Une position ferme face à la junte
Dans cette note signée par Dr Sékou Condé, le Bureau politique national du RPG Arc-en-ciel rappelle que depuis le 25 décembre 2024, les FVG ont officiellement réitéré leur décision de ne plus reconnaître la junte et d’exiger son départ dès janvier 2025.
« Depuis cette date, aucun signe d’apaisement ni de volonté de dialogue sincère n’a été observé », souligne le document.
En conséquence, le RPG Arc-en-ciel appelle ses structures à s’abstenir de toute participation aux activités politiques ou électorales initiées par les autorités de transition.

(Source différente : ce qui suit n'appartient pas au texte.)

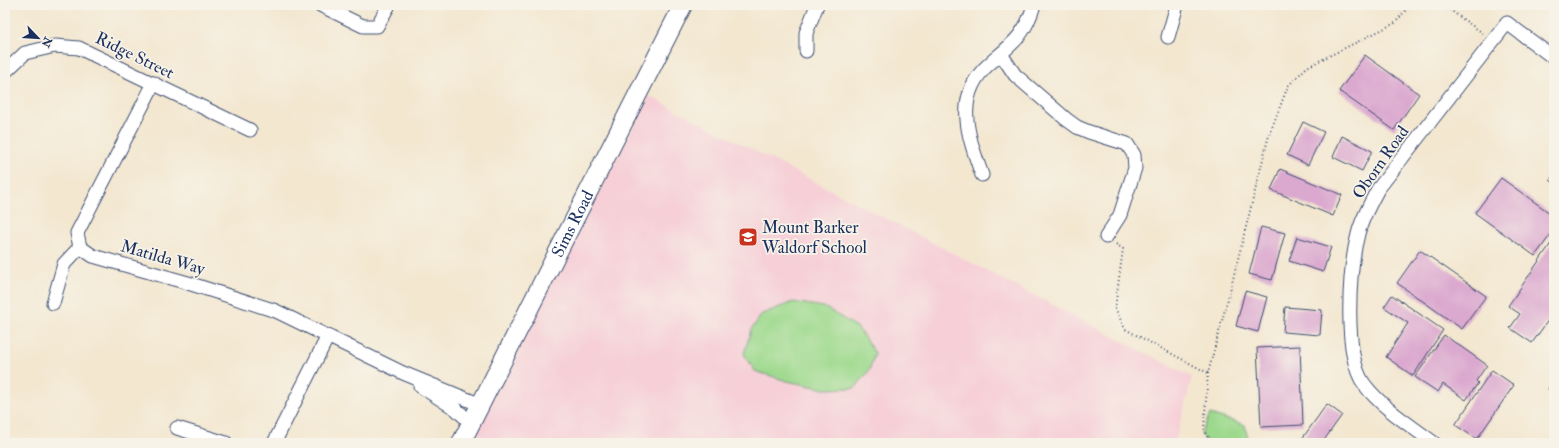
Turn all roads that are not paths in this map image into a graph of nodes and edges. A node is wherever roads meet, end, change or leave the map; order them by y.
1 (320, 5) edge
2 (389, 5) edge
3 (683, 5) edge
4 (817, 5) edge
5 (1034, 5) edge
6 (1177, 5) edge
7 (1168, 37) dead end
8 (806, 51) dead end
9 (1001, 54) junction
10 (1554, 58) edge
11 (5, 72) edge
12 (154, 83) junction
13 (250, 130) dead end
14 (982, 175) dead end
15 (1106, 237) road end
16 (80, 247) junction
17 (53, 303) dead end
18 (328, 336) junction
19 (403, 373) junction
20 (481, 405) junction
21 (471, 423) junction
22 (177, 428) dead end
23 (226, 443) edge
24 (274, 443) edge
25 (461, 443) edge
26 (1434, 443) edge

1 - 2 street
3 - 20 street, Sims Road
4 - 8 street
5 - 9 street
6 - 7 street
9 - 14 street
9 - 15 street
10 - 26 street, Oborn Road
11 - 12 street, Ridge Street
12 - 13 street, Ridge Street
12 - 16 street
16 - 17 street
16 - 18 street, Matilda Way
18 - 19 street, Matilda Way
18 - 24 street
19 - 20 street, Matilda Way
19 - 21 street, Matilda Way
20 - 21 street, Sims Road
21 - 25 street, Sims Road
22 - 23 street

Une consigne claire : pas d’engagement sans le retour d’Alpha Condé
Le parti, fidèle à sa ligne de légitimité constitutionnelle, affirme que toute action politique demeure conditionnée au retour au pouvoir du président Alpha Condé.
« Aucune implication, ni des militants, ni des responsables à quelque niveau que ce soit, n’est autorisée par la Direction nationale, et ce, jusqu’au rétablissement de l’ordre constitutionnel », précise le texte.
Cette sortie du RPG intervient dans un contexte politique tendu, alors que la Guinée se prépare à un scrutin présidentiel décisif censé marquer la fin de la transition militaire.
Une rupture totale avec le processus de transition
En prenant cette position, le RPG Arc-en-ciel confirme son refus catégorique de participer à un processus électoral jugé illégitime.
Le parti d’Alpha Condé s’inscrit ainsi dans la dynamique des Forces Vives de Guinée, coalition d’acteurs politiques et sociaux qui réclament un retour à l’ordre constitutionnel avant toute élection.
Cette posture risque toutefois d’accentuer la fracture politique nationale, à quelques semaines seulement du lancement officiel de la campagne électorale.